A ajuda, no entanto, é uma somatória de fatores. O elenco precisou superar algumas fases indesejadas, mas na reta final, após o empate em 1 a 1 contra o Águia de Marabá, na 14ª rodada, demonstrou uma grandiosidade incomum e aplicou duas goleadas seguidas em casa (5 a 1 no Treze e 4 a 0 no Salgueiro), e um empate fora, que asseguraram a vaga no mata-mata.
“Desde o começo o grupo inteiro vem focado e trabalhando muito por esse momento, mas infelizmente as coisas não fluíram, e de uns tempos para cá, as vitórias e os bons resultados começaram a surgir. Espero muito prosseguir essa boa fase contra o Macaé e ter vantagem lá no Rio”, desabafa o atacante, que vem, inclusive, sonhando com o gol da classificação.
Lecheva prega tranquilidade e atenção
Atento ao adversário que o espera, o técnico Lecheva admite que ainda restam dúvidas sobre a formação do time, que envolvem o setor de meio campo e ataque. “Eu já havia falado ontem (quarta-feira), tenho uma dúvida no meio campo e no ataque, pra início de partida, mas a base é a mesma dos últimos jogos”, relembra o técnico, consciente sobre a importância do trabalho pré-jogo.
Lecheva não isenta, no fim das contas, a dedicação integral do elenco para superar eventuais imprevistos na maneira como o adversário se porta em campo. “Fora de campo você faz o que pode antes das partidas.

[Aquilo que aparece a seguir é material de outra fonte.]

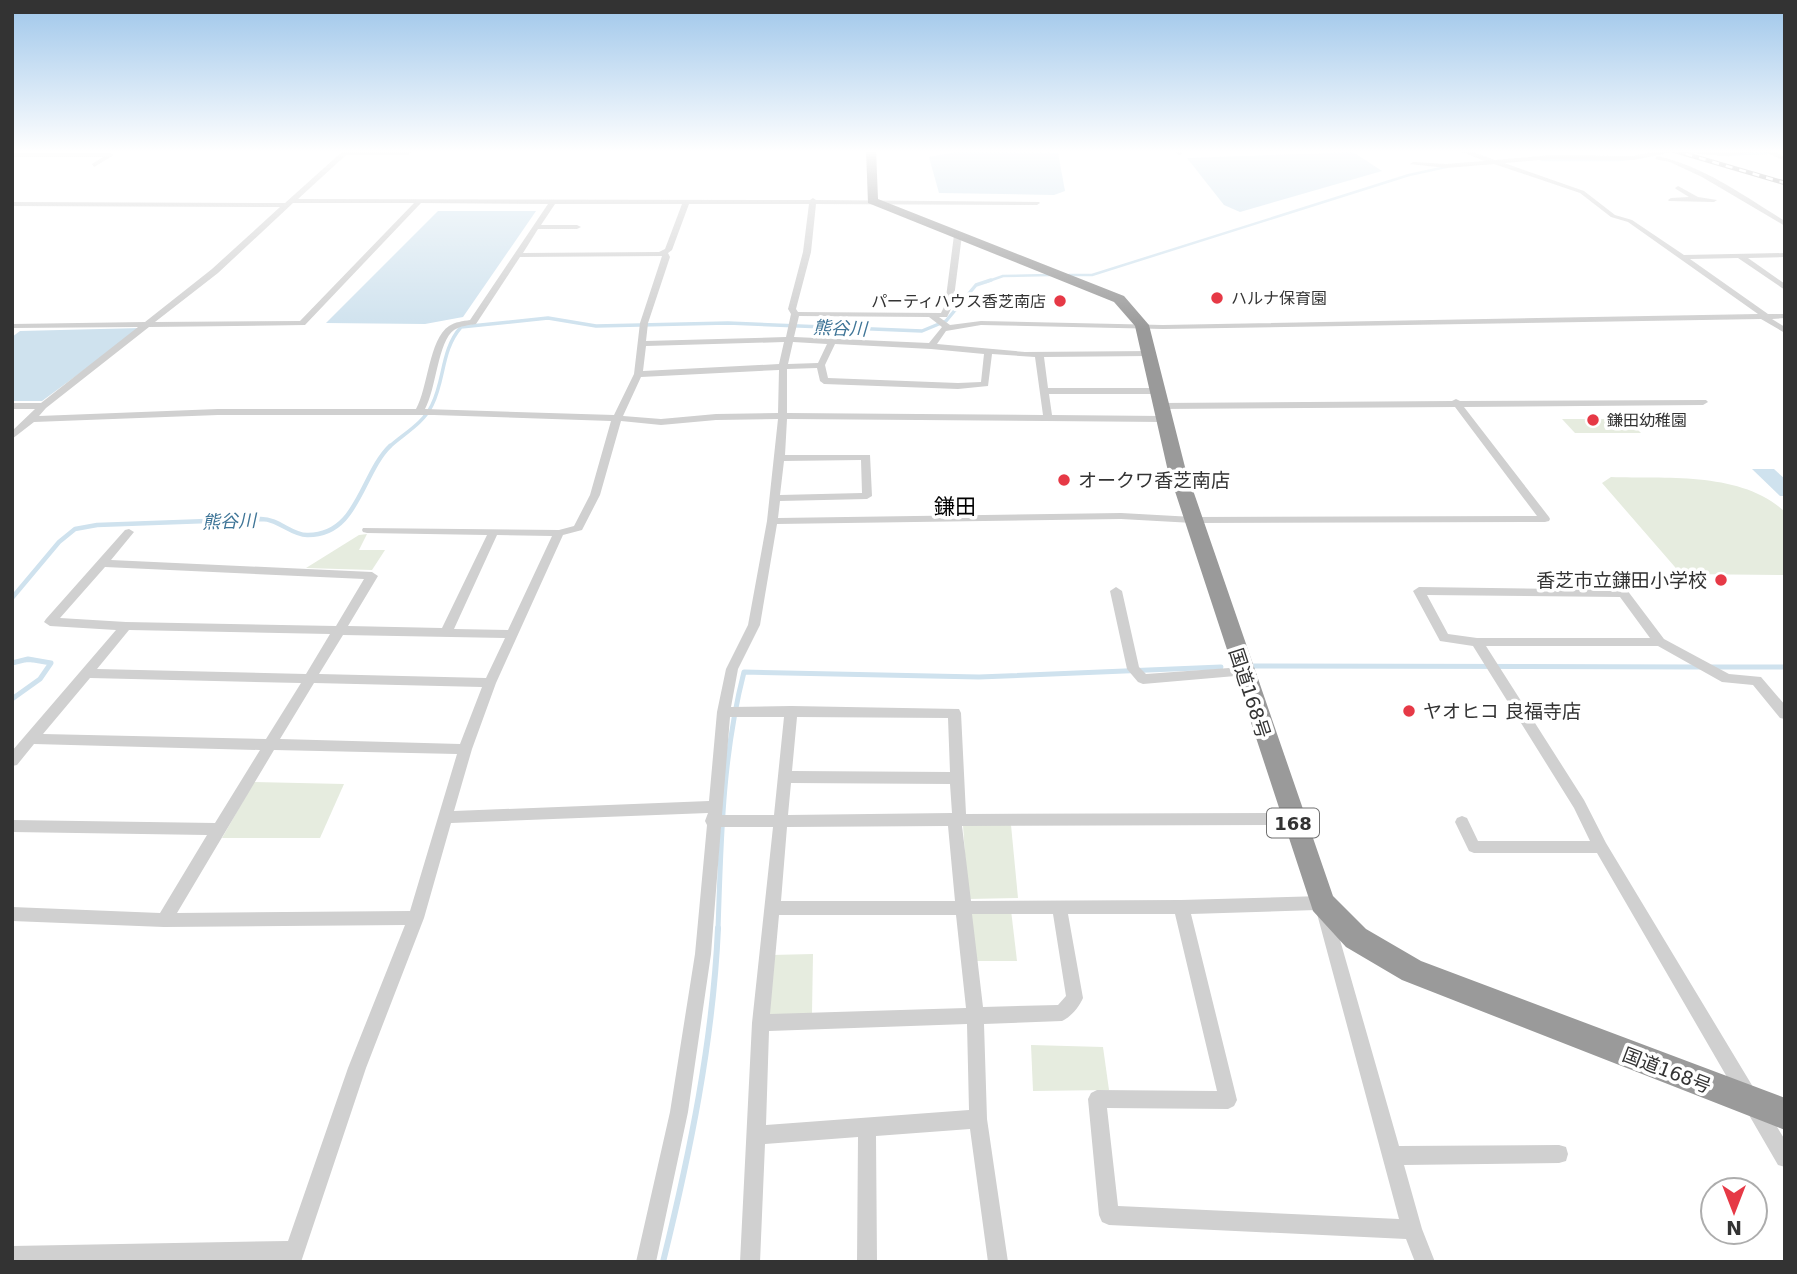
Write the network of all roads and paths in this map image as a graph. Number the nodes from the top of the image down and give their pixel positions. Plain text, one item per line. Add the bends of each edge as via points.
1 (282, 209) edge
2 (412, 209) edge
3 (548, 209) edge
4 (683, 209) edge
5 (812, 209) edge
6 (894, 209) edge
7 (1605, 209) edge
8 (1762, 209) edge
9 (1785, 224) edge
10 (536, 227) junction
11 (577, 227) dead end
12 (958, 234) junction
13 (664, 252) junction
14 (1785, 255) edge
15 (519, 256) junction
16 (1740, 256) junction
17 (1683, 257) junction
18 (1785, 288) edge
19 (795, 314) junction
20 (1763, 316) junction
21 (1785, 316) edge
22 (932, 317) junction
23 (147, 323) junction
24 (1142, 325) junction
25 (12, 326) edge
26 (947, 327) junction
27 (1785, 331) edge
28 (789, 341) junction
29 (832, 341) junction
30 (643, 344) junction
31 (931, 346) junction
32 (988, 352) junction
33 (1149, 353) junction
34 (1039, 355) junction
35 (821, 365) junction
36 (783, 367) junction
37 (638, 374) junction
38 (1044, 391) junction
39 (1703, 401) dead end
40 (1456, 402) junction
41 (1160, 405) junction
42 (12, 406) edge
43 (43, 406) junction
44 (419, 412) junction
45 (782, 416) junction
46 (617, 418) junction
47 (1048, 418) junction
48 (31, 419) junction
49 (12, 436) edge
50 (778, 458) junction
51 (775, 498) junction
52 (1193, 520) junction
53 (772, 521) junction
54 (366, 530) dead end
55 (494, 531) junction
56 (129, 532) dead end
57 (559, 533) junction
58 (105, 563) junction
59 (1116, 592) dead end
60 (126, 626) junction
61 (338, 630) junction
62 (446, 633) junction
63 (514, 634) junction
64 (1477, 642) junction
65 (1660, 642) junction
66 (1243, 672) junction
67 (88, 673) junction
68 (309, 678) junction
69 (490, 683) junction
70 (791, 711) junction
71 (724, 712) junction
72 (1785, 714) edge
73 (31, 739) junction
74 (269, 745) junction
75 (465, 750) junction
76 (12, 761) edge
77 (784, 777) junction
78 (957, 778) junction
79 (713, 814) junction
80 (446, 817) junction
81 (956, 818) junction
82 (1292, 819) junction
83 (1462, 822) dead end
84 (780, 823) junction
85 (12, 826) edge
86 (219, 829) junction
87 (1601, 847) junction
88 (1322, 903) junction
89 (963, 906) junction
90 (1059, 906) junction
91 (1181, 907) junction
92 (772, 908) junction
93 (12, 914) edge
94 (416, 918) junction
95 (164, 919) junction
96 (975, 1014) junction
97 (761, 1023) junction
98 (1751, 1102) junction
99 (1785, 1114) edge
100 (978, 1119) junction
101 (867, 1127) junction
102 (756, 1135) junction
103 (1559, 1154) dead end
104 (1391, 1156) junction
105 (1785, 1158) edge
106 (1412, 1229) junction
107 (12, 1256) edge
108 (293, 1256) edge
109 (646, 1262) edge
110 (750, 1262) edge
111 (867, 1262) edge
112 (998, 1262) edge
113 (1425, 1262) edge

1 - 23 street via 215,271
2 - 23 street via 302,323
3 - 10 street
4 - 13 street
5 - 19 street via 807,252 792,309
6 - 12 highway, 国道168号 / 168
7 - 17 street
8 - 9 street
10 - 11 street
10 - 15 street
12 - 22 street via 948,305 944,315
12 - 24 highway, 国道168号 / 168 via 1119,299
13 - 15 street
13 - 30 street
14 - 16 street
15 - 44 street via 473,322 445,334 432,390
16 - 17 street
16 - 18 street
17 - 20 street
19 - 22 street
19 - 28 street
20 - 21 street
20 - 24 street
20 - 27 street
22 - 26 street
23 - 25 street
23 - 43 street
24 - 26 street via 992,323
24 - 33 highway, 国道168号 / 168
26 - 31 street
28 - 29 street
28 - 30 street
28 - 36 street
29 - 31 street
29 - 35 street
30 - 37 street
31 - 32 street
32 - 34 street
32 - 35 street via 985,384 824,382
33 - 34 street
33 - 41 highway, 国道168号 / 168
34 - 38 street
35 - 36 street
36 - 37 street
36 - 45 street
37 - 46 street
38 - 41 street
38 - 47 street
39 - 40 street
40 - 41 street
40 - 52 street via 1545,519
41 - 47 street
41 - 52 highway, 国道168号 / 168
42 - 43 street
43 - 48 street
44 - 46 street
44 - 48 street via 218,412
45 - 46 street via 661,422
45 - 47 street
45 - 50 street
46 - 57 street via 595,495 578,528
48 - 49 street
50 - 51 street
50 - 51 street via 866,457 867,496
51 - 53 street
52 - 53 street via 1121,516
52 - 66 highway, 国道168号 / 168
53 - 71 street via 754,625 732,669
54 - 55 street
55 - 57 street
55 - 62 street
56 - 58 street
57 - 63 street
58 - 60 street via 50,622
58 - 61 street via 372,576
59 - 66 street via 1136,672 1143,680
60 - 61 street
60 - 67 street
61 - 62 street
61 - 68 street
62 - 63 street
63 - 69 street
64 - 65 street
64 - 65 street via 1444,638 1419,591 1623,593
64 - 87 street
65 - 72 street via 1727,678 1756,680
66 - 82 highway, 国道168号 / 168
67 - 68 street
67 - 73 street
68 - 69 street
68 - 74 street
69 - 75 street
70 - 71 street
70 - 77 street
70 - 78 street via 954,713
71 - 79 street
73 - 74 street
73 - 76 street
74 - 75 street
74 - 86 street
75 - 80 street
77 - 78 street
77 - 84 street
78 - 81 street
79 - 80 street
79 - 84 street
79 - 109 street via 702,954 685,1072
80 - 94 street
81 - 82 street
81 - 84 street
81 - 89 street
82 - 88 highway, 国道168号 / 168
83 - 87 street via 1474,848
84 - 92 street
85 - 86 street
86 - 95 street
87 - 98 street
88 - 91 street
88 - 98 highway, 国道168号 / 168 via 1356,938 1412,971
88 - 104 street
89 - 90 street
89 - 92 street
89 - 96 street
90 - 91 street
90 - 96 street via 1075,998 1062,1013
91 - 106 street via 1228,1100 1097,1099 1109,1215
92 - 97 street
93 - 95 street
94 - 95 street
94 - 108 street via 357,1068
96 - 97 street
96 - 100 street
97 - 102 street
98 - 99 highway, 国道168号 / 168
98 - 105 street
100 - 101 street
100 - 112 street
101 - 102 street
101 - 111 street
102 - 110 street
103 - 104 street
104 - 106 street
106 - 113 street
107 - 108 street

Você tenta preparar a equipe da melhor maneira possível conforme o adversário, você até passa orientações durante o jogo, mas nós sabemos que tudo vai ficar 90%, a cargo dos jogadores ali dentro do jogo. O sentimento é diferente, mas a importância é a mesma”, acredita Lecheva.
Apesar disso, o técnico não tem medido esforços para proporcionar aos atletas a oportunidade de conhecer o adversário. “O jogador não tem muito esse gosto de assistir vídeo de adversários, isso cabe mais ao treinador. Eu vim a viagem toda assistindo, ontem a noite também fiquei analisando. Nós vamos orientar os pontos fortes e fracos, mas é como eu falei, as vezes a teoria cai por terra. Mesmo assim, vamos tentar anular os pontos fortes e explorar os fracos”, completa o técnico.